■ Aim of the exercise
The required result is every line of the records that includes "their".

═════ Information ═════

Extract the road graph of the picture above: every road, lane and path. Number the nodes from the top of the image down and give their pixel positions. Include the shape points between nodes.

═════
═════ Information ═════

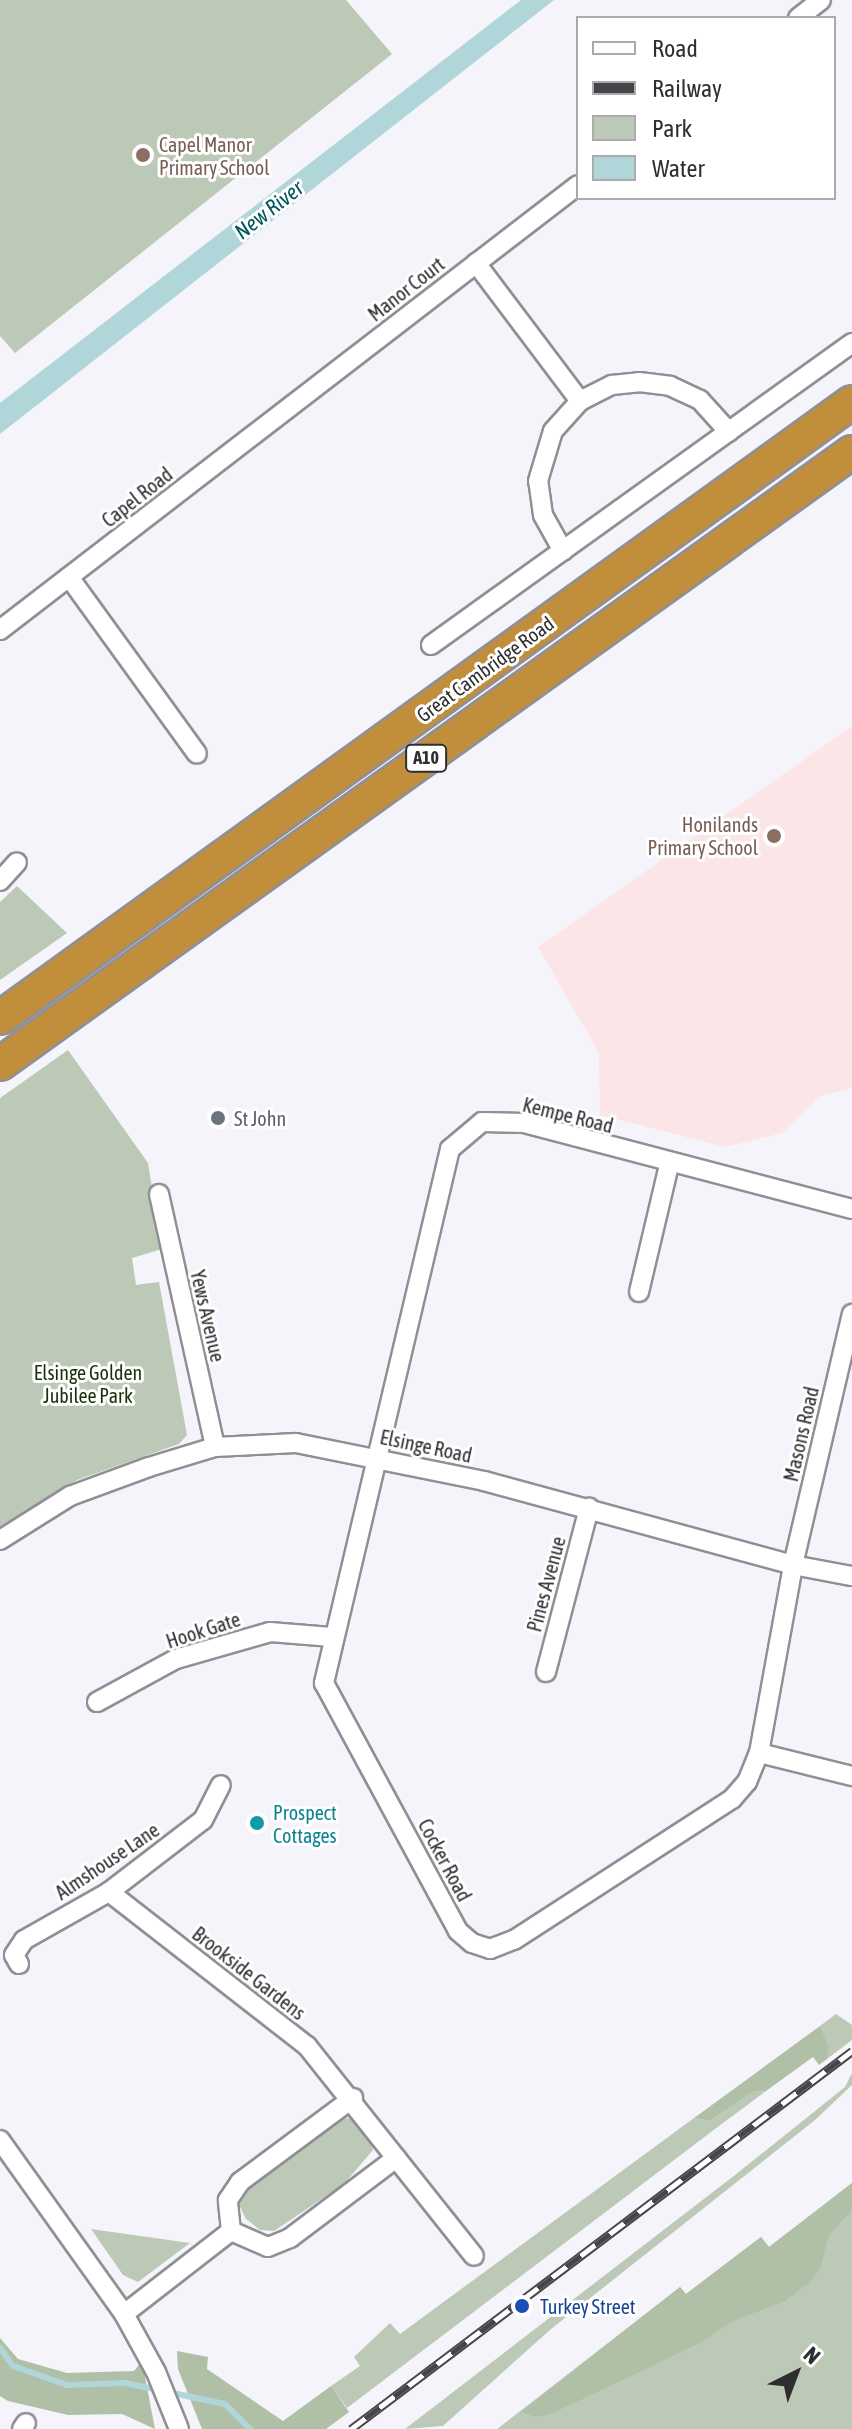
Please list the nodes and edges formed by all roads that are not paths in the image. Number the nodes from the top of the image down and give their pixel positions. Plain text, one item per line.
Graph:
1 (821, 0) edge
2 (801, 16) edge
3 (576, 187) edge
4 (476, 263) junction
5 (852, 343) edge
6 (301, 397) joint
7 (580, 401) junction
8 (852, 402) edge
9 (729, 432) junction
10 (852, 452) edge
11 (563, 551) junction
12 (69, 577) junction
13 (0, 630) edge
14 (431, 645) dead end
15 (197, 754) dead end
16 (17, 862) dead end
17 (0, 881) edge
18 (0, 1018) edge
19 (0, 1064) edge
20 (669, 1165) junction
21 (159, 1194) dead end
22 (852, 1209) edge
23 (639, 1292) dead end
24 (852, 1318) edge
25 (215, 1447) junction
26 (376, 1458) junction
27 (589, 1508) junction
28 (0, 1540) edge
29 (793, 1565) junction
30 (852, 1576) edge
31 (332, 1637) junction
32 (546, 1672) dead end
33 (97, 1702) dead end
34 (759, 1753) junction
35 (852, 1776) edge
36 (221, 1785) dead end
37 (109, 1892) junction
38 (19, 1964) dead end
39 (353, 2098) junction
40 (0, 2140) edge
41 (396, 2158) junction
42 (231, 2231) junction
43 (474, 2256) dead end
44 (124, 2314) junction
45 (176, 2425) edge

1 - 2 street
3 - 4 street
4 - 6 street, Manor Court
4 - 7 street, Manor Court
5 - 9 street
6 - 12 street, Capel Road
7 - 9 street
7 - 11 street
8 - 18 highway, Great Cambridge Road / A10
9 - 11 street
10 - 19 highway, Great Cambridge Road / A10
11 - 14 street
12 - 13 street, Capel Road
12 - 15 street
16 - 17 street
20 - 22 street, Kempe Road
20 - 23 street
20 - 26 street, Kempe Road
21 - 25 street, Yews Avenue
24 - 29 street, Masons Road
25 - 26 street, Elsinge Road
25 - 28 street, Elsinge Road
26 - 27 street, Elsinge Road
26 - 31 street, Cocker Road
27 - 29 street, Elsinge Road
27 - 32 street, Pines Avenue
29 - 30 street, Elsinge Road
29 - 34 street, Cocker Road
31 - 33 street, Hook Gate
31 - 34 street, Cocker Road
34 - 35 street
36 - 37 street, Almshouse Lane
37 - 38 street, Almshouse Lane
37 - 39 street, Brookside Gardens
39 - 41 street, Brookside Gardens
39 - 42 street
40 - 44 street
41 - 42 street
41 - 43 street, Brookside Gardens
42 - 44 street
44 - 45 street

═════

■ Answer to the problem
Extract the road graph of the picture above: every road, lane and path. Number the nodes from the top of the image down and give their pixel positions. Include the shape points between nodes.
Please list the nodes and edges formed by all roads that are not paths in the image. Number the nodes from the top of the image down and give their pixel positions. Plain text, one item per line.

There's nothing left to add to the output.